- _Exercise objective_: Make an exact copy of the entries, and keep any pictures out of it.
* * * *
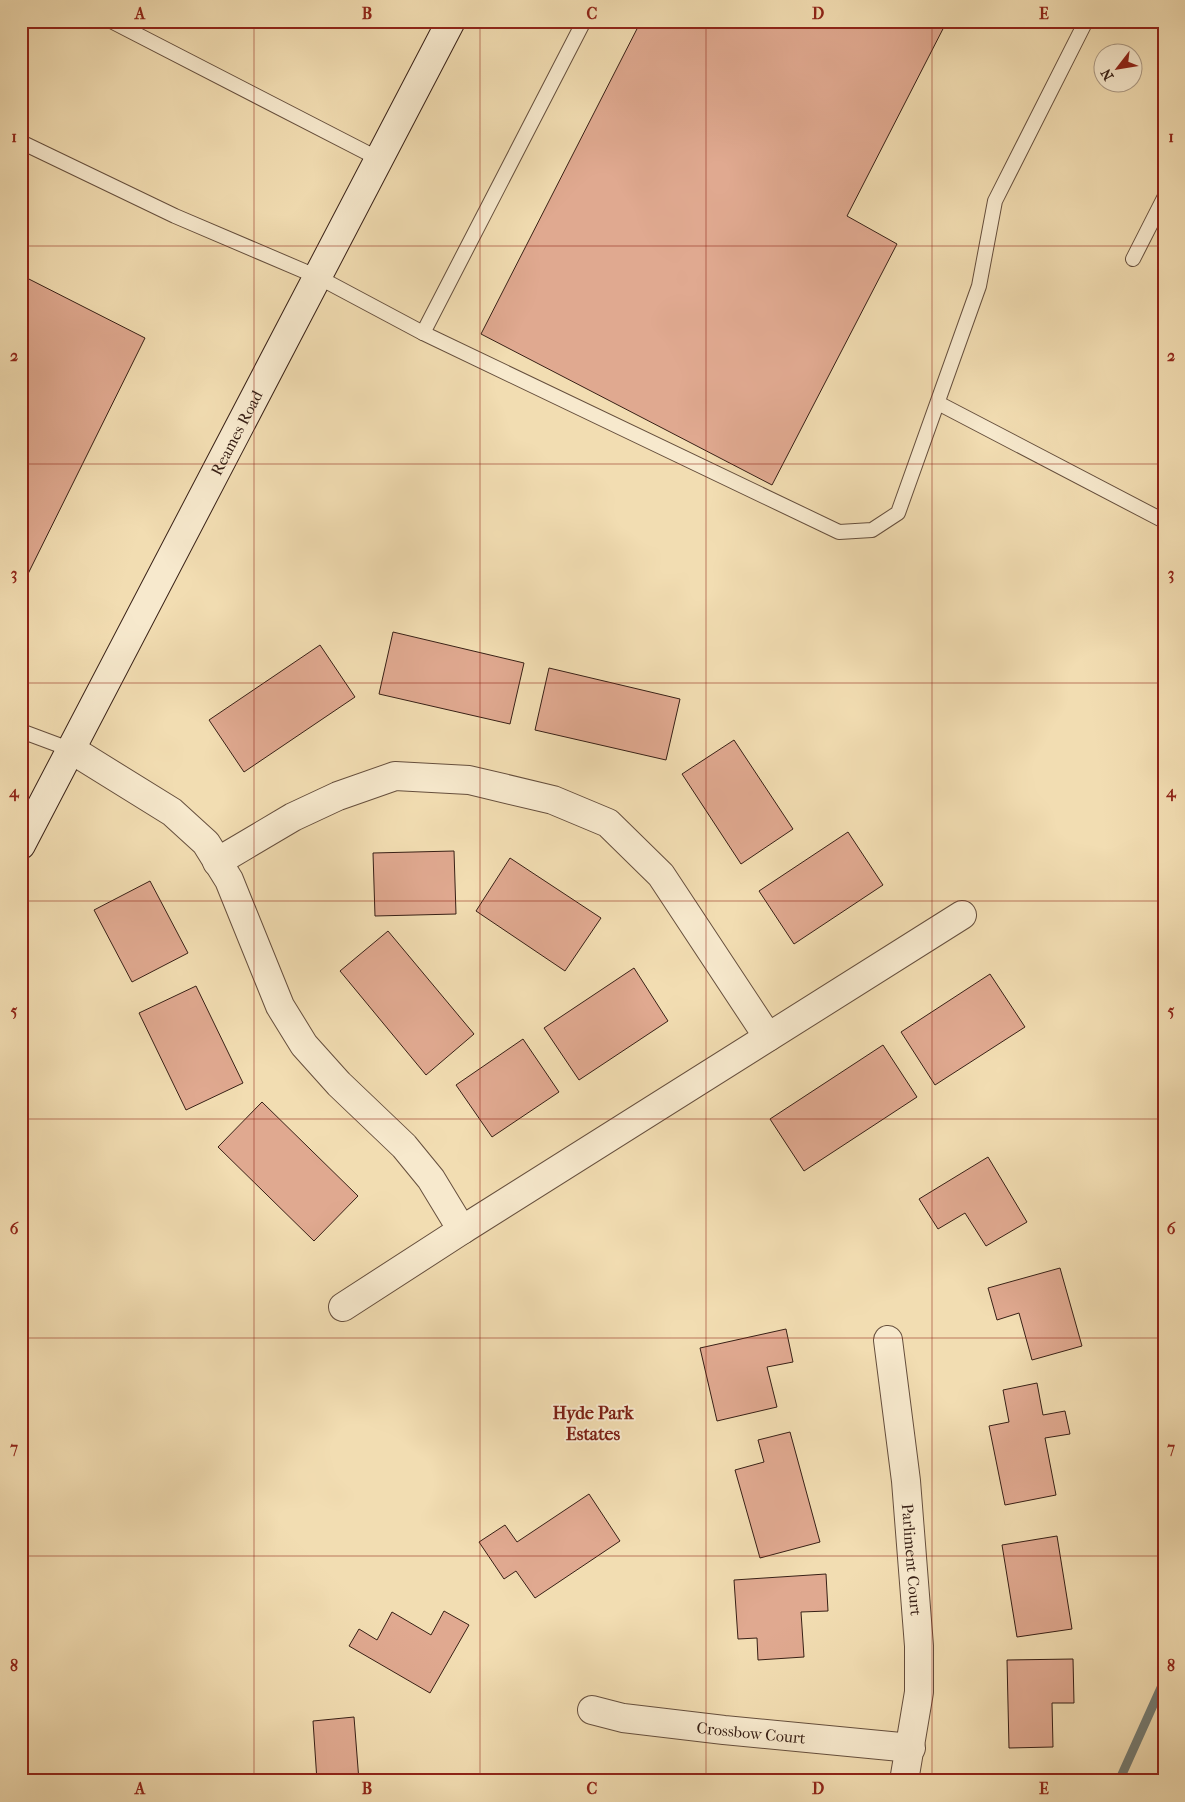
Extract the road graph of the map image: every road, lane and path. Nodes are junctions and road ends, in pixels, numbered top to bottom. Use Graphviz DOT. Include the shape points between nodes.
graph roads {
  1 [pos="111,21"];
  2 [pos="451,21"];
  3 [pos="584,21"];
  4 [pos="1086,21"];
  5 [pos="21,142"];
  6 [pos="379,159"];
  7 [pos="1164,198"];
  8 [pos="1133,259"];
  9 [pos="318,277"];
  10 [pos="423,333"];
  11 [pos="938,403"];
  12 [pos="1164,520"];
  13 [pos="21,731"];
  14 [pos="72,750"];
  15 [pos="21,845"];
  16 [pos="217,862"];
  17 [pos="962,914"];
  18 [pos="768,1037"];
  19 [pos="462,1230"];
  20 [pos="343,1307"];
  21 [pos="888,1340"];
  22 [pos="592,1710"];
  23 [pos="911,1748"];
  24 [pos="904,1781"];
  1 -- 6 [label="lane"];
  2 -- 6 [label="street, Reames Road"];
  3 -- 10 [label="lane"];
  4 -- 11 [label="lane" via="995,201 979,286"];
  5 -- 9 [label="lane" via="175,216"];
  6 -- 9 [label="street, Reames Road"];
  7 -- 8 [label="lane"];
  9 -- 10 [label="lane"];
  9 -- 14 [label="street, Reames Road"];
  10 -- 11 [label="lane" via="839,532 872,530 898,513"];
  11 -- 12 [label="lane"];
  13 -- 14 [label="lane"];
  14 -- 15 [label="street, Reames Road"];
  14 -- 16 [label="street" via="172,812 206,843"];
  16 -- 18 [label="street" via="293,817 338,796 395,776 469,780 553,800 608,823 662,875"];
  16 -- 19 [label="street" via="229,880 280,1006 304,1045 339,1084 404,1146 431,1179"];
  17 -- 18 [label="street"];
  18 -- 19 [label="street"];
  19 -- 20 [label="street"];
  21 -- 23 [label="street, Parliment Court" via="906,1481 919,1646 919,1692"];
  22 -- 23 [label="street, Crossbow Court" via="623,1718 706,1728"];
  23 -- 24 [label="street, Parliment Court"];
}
* * * *
- _Answer section_:
Extract the road graph of the map image: every road, lane and path. Nodes are junctions and road ends, in pixels, numbered top to bottom. Use Graphviz DOT. Include the shape points between nodes.
graph roads {
  1 [pos="111,21"];
  2 [pos="451,21"];
  3 [pos="584,21"];
  4 [pos="1086,21"];
  5 [pos="21,142"];
  6 [pos="379,159"];
  7 [pos="1164,198"];
  8 [pos="1133,259"];
  9 [pos="318,277"];
  10 [pos="423,333"];
  11 [pos="938,403"];
  12 [pos="1164,520"];
  13 [pos="21,731"];
  14 [pos="72,750"];
  15 [pos="21,845"];
  16 [pos="217,862"];
  17 [pos="962,914"];
  18 [pos="768,1037"];
  19 [pos="462,1230"];
  20 [pos="343,1307"];
  21 [pos="888,1340"];
  22 [pos="592,1710"];
  23 [pos="911,1748"];
  24 [pos="904,1781"];
  1 -- 6 [label="lane"];
  2 -- 6 [label="street, Reames Road"];
  3 -- 10 [label="lane"];
  4 -- 11 [label="lane" via="995,201 979,286"];
  5 -- 9 [label="lane" via="175,216"];
  6 -- 9 [label="street, Reames Road"];
  7 -- 8 [label="lane"];
  9 -- 10 [label="lane"];
  9 -- 14 [label="street, Reames Road"];
  10 -- 11 [label="lane" via="839,532 872,530 898,513"];
  11 -- 12 [label="lane"];
  13 -- 14 [label="lane"];
  14 -- 15 [label="street, Reames Road"];
  14 -- 16 [label="street" via="172,812 206,843"];
  16 -- 18 [label="street" via="293,817 338,796 395,776 469,780 553,800 608,823 662,875"];
  16 -- 19 [label="street" via="229,880 280,1006 304,1045 339,1084 404,1146 431,1179"];
  17 -- 18 [label="street"];
  18 -- 19 [label="street"];
  19 -- 20 [label="street"];
  21 -- 23 [label="street, Parliment Court" via="906,1481 919,1646 919,1692"];
  22 -- 23 [label="street, Crossbow Court" via="623,1718 706,1728"];
  23 -- 24 [label="street, Parliment Court"];
}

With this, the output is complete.